▶ Directions for this task: For the records below, print the lines from the line with "index pip: (928, 964)" through the line with "pinky tip: (1198, 1032)" exactly as written; include both end lines and exclude the rest.

▶ Records shown:

####################

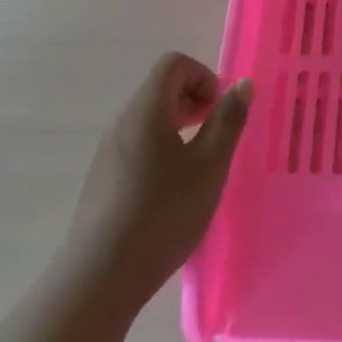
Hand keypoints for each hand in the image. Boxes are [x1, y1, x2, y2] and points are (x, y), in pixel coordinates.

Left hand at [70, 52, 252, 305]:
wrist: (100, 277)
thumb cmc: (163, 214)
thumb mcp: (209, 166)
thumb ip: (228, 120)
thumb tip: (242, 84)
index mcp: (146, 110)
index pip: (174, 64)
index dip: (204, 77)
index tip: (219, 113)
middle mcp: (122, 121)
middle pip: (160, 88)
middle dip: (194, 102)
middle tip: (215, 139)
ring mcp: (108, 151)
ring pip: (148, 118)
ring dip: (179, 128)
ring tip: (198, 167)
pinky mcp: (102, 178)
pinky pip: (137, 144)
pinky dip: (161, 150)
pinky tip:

####################

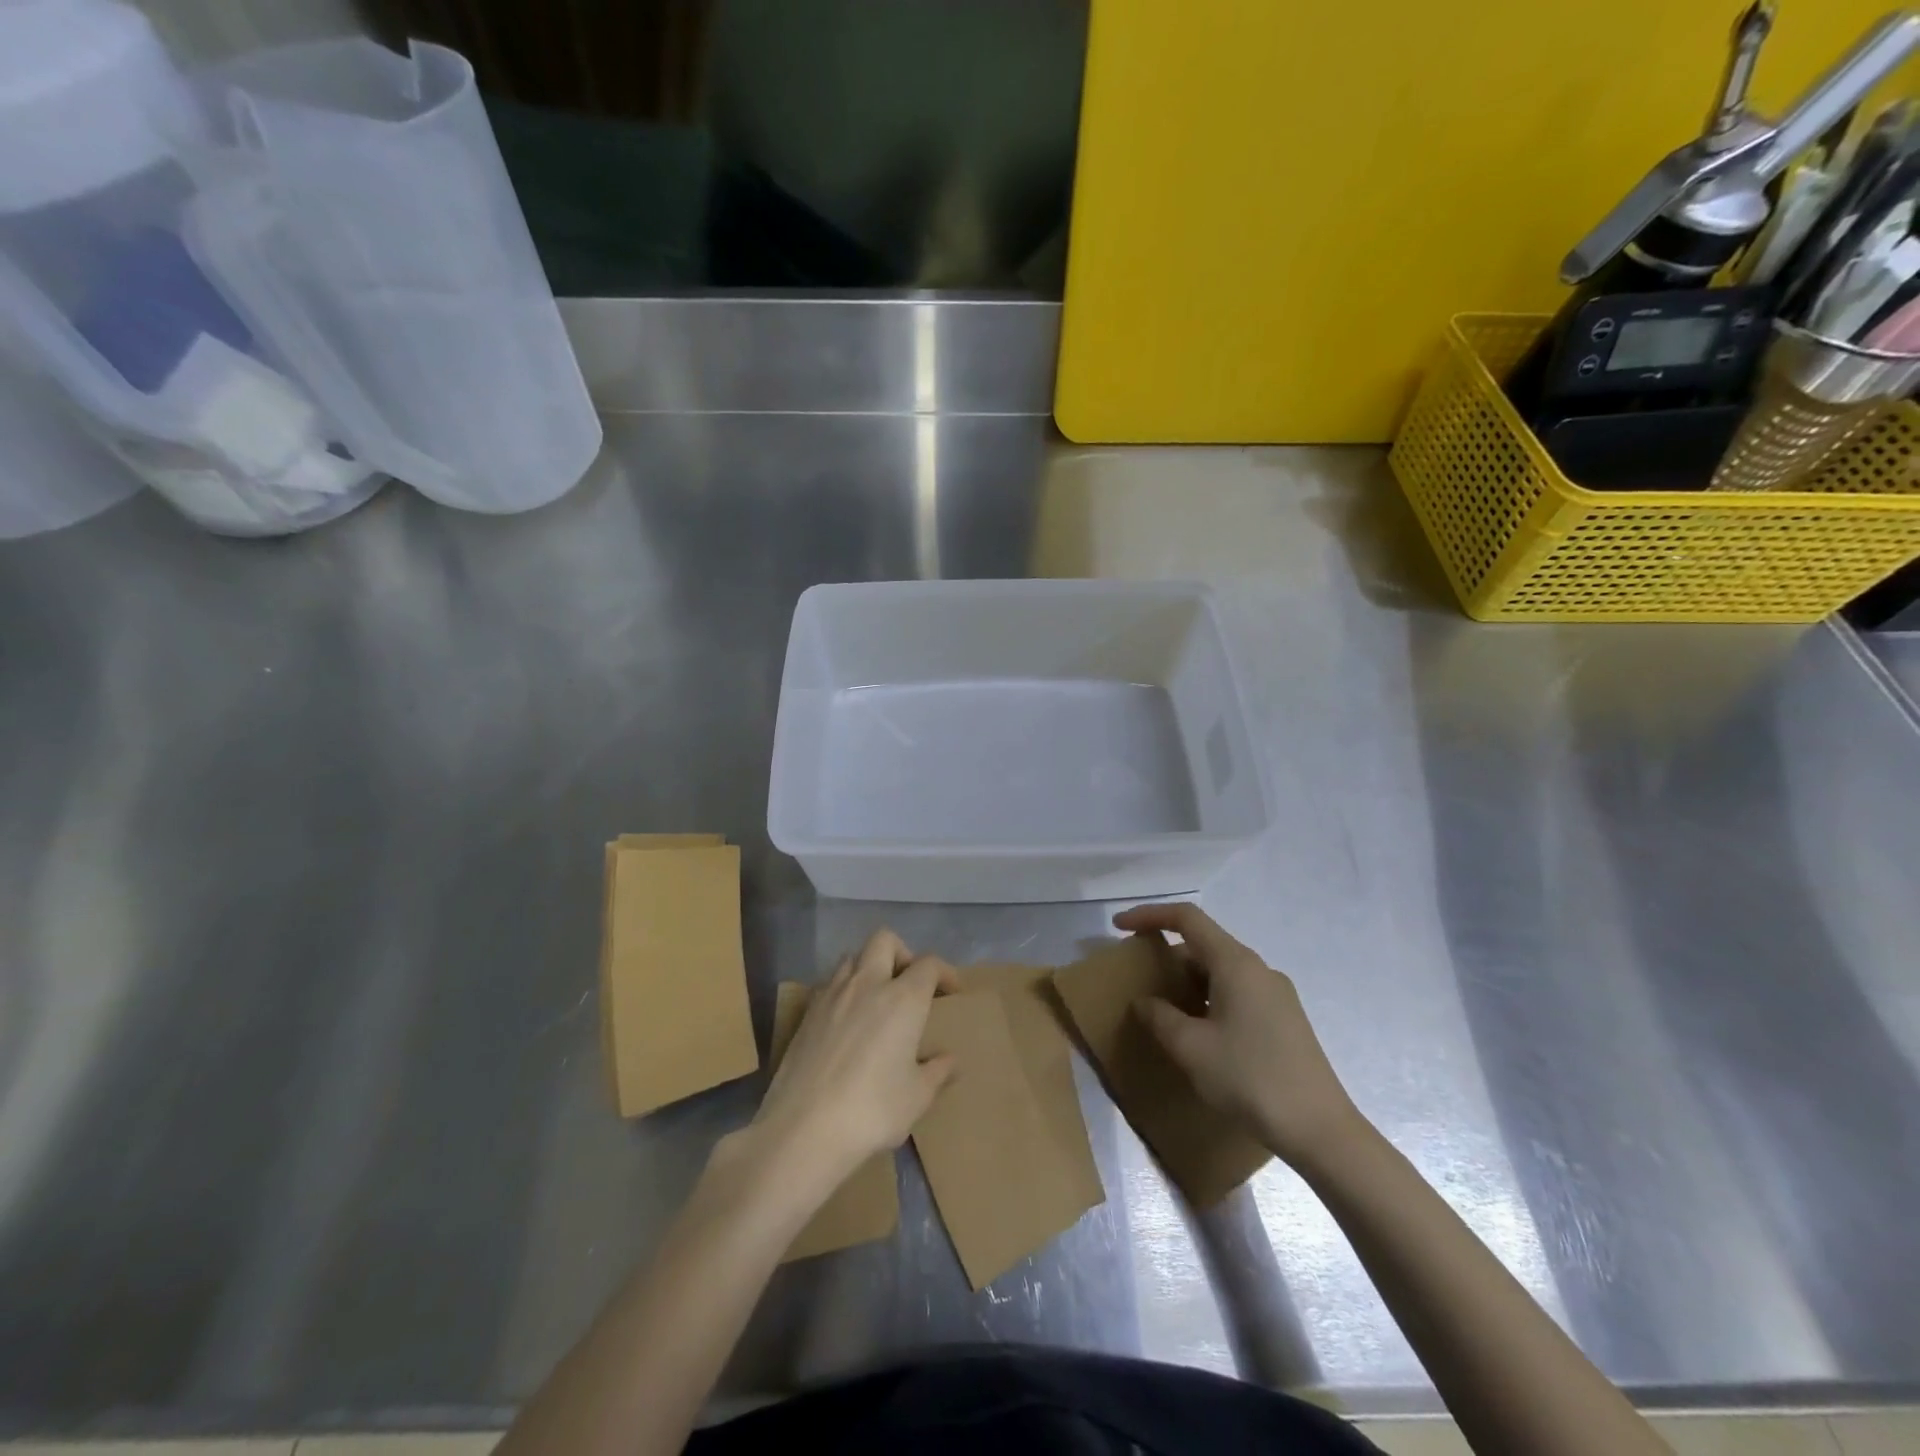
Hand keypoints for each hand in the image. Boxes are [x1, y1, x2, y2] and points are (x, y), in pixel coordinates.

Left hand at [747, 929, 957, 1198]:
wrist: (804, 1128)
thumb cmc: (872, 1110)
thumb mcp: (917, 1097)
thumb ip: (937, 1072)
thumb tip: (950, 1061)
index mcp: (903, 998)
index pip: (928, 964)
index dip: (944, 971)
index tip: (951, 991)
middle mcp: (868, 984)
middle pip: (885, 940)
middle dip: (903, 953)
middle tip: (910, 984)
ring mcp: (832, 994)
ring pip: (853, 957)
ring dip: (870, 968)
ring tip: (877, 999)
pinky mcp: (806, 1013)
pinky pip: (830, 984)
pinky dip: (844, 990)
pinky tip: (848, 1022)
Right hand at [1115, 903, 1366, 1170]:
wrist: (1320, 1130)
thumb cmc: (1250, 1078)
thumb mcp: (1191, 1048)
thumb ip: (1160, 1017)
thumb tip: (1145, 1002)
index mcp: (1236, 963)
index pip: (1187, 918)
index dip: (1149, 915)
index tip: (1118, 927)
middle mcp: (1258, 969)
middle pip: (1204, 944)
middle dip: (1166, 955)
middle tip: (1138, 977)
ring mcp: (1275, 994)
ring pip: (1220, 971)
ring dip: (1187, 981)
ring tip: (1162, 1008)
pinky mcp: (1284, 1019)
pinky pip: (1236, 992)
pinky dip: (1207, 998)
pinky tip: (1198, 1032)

####################

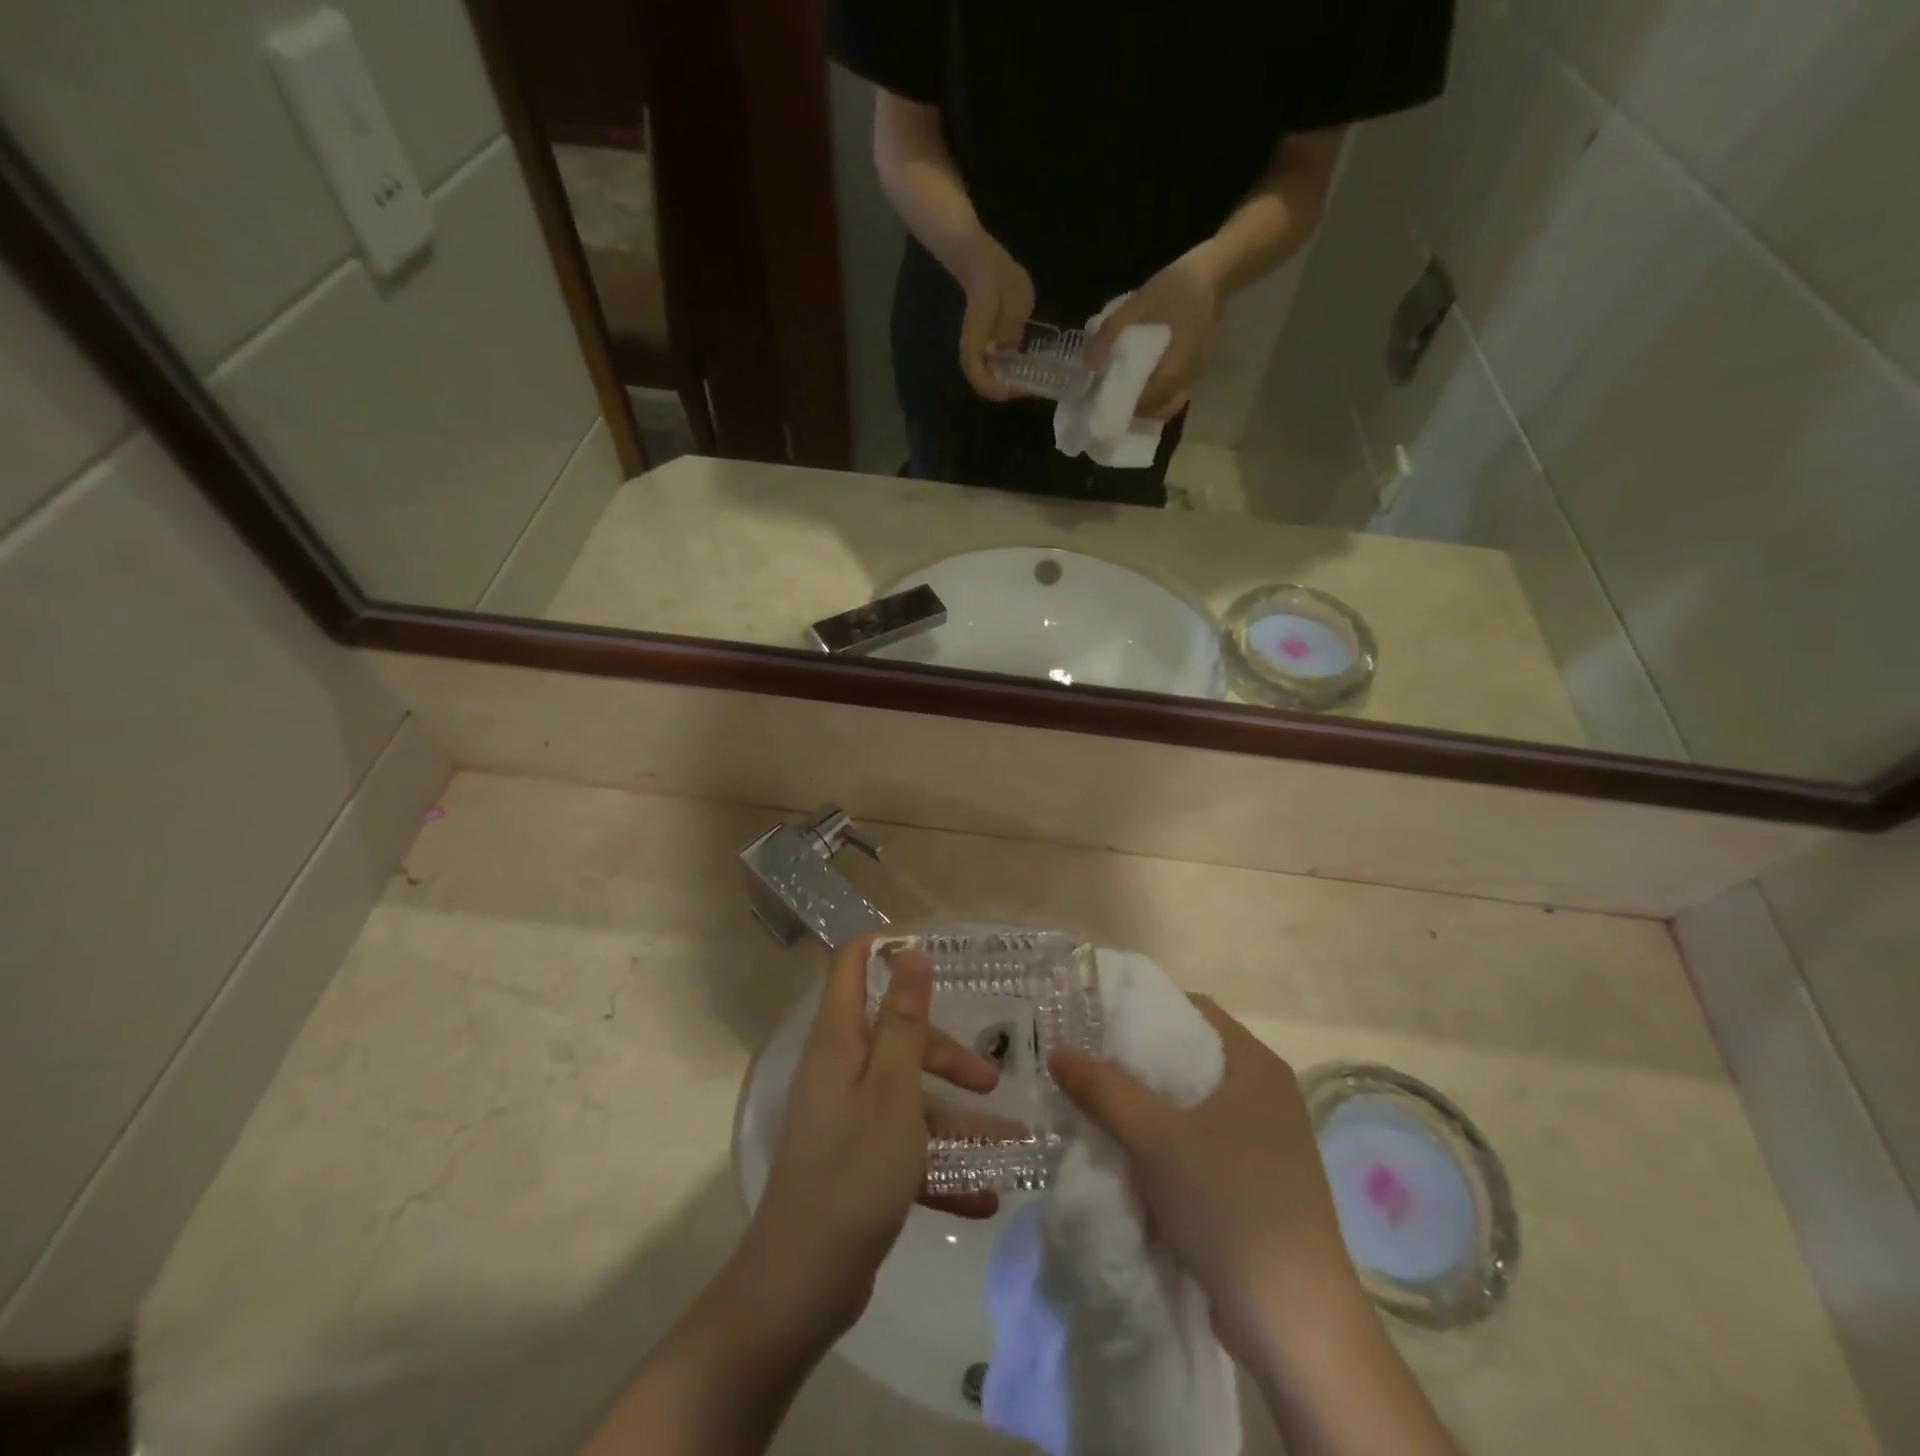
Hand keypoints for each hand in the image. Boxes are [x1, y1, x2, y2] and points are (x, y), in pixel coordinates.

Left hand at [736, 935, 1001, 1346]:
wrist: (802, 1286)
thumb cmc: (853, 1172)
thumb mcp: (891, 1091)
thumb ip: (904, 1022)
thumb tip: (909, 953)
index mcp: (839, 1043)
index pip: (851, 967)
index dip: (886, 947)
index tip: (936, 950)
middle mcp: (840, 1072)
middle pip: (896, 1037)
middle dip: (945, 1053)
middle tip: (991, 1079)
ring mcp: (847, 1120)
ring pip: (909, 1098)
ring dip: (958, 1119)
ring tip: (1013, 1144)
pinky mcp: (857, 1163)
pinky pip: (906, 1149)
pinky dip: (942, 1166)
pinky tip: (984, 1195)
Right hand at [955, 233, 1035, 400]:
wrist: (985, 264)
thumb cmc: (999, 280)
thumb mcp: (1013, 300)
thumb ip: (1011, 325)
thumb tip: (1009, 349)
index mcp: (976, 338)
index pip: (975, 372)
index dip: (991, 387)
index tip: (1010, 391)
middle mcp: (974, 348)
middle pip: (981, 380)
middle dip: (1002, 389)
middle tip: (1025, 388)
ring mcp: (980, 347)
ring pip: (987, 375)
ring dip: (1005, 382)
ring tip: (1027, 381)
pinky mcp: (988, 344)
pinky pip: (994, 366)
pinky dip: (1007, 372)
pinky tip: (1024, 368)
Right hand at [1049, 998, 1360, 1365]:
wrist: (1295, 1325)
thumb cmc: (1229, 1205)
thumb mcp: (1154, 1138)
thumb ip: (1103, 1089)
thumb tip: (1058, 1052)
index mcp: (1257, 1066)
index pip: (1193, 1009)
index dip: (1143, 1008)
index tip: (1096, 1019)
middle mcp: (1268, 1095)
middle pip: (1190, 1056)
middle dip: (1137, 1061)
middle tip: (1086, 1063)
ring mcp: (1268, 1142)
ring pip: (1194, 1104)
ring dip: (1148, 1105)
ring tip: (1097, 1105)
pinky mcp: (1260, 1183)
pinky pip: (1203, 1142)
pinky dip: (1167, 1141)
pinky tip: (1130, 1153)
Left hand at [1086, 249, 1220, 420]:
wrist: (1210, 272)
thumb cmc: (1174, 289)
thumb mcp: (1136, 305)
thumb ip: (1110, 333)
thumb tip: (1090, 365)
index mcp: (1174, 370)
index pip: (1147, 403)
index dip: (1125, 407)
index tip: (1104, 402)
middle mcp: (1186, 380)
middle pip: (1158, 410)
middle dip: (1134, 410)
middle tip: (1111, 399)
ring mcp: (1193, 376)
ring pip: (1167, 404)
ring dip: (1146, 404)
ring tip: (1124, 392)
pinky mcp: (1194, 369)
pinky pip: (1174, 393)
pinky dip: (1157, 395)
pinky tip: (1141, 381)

####################

▶ Written response:
index pip: (928, 964)
index dip: (944, 971)
index tip: (951, 991)
middle mcp: (868, 984)
middle pip: (885, 940)
middle dip: (903, 953)
middle tip: (910, 984)
ring mcp: (832, 994)
ring pip: (853, 957)
ring dip: (870, 968)
ring tip: (877, 999)
pinky mcp: (806, 1013)
pinky pip: (830, 984)
pinky dip: (844, 990)
pinky tip: (848, 1022)
Right hand at [1115, 903, 1366, 1170]:
wrist: (1320, 1130)
thumb cmc: (1250, 1078)
thumb mcp: (1191, 1048)
thumb ip: (1160, 1017)
thumb tip: (1145, 1002)
index mcp: (1236, 963)
index pip: (1187, 918)
index dip: (1149, 915)
index tip: (1118, 927)
middle mcp: (1258, 969)
middle pip: (1204, 944)
middle dip: (1166, 955)
middle tip: (1138, 977)
ring mcp: (1275, 994)
ring pip: (1220, 971)
ring dip: (1187, 981)
ring tip: (1162, 1008)
pinky mcp: (1284, 1019)
pinky pip: (1236, 992)
pinky dip: (1207, 998)
pinky tip: (1198, 1032)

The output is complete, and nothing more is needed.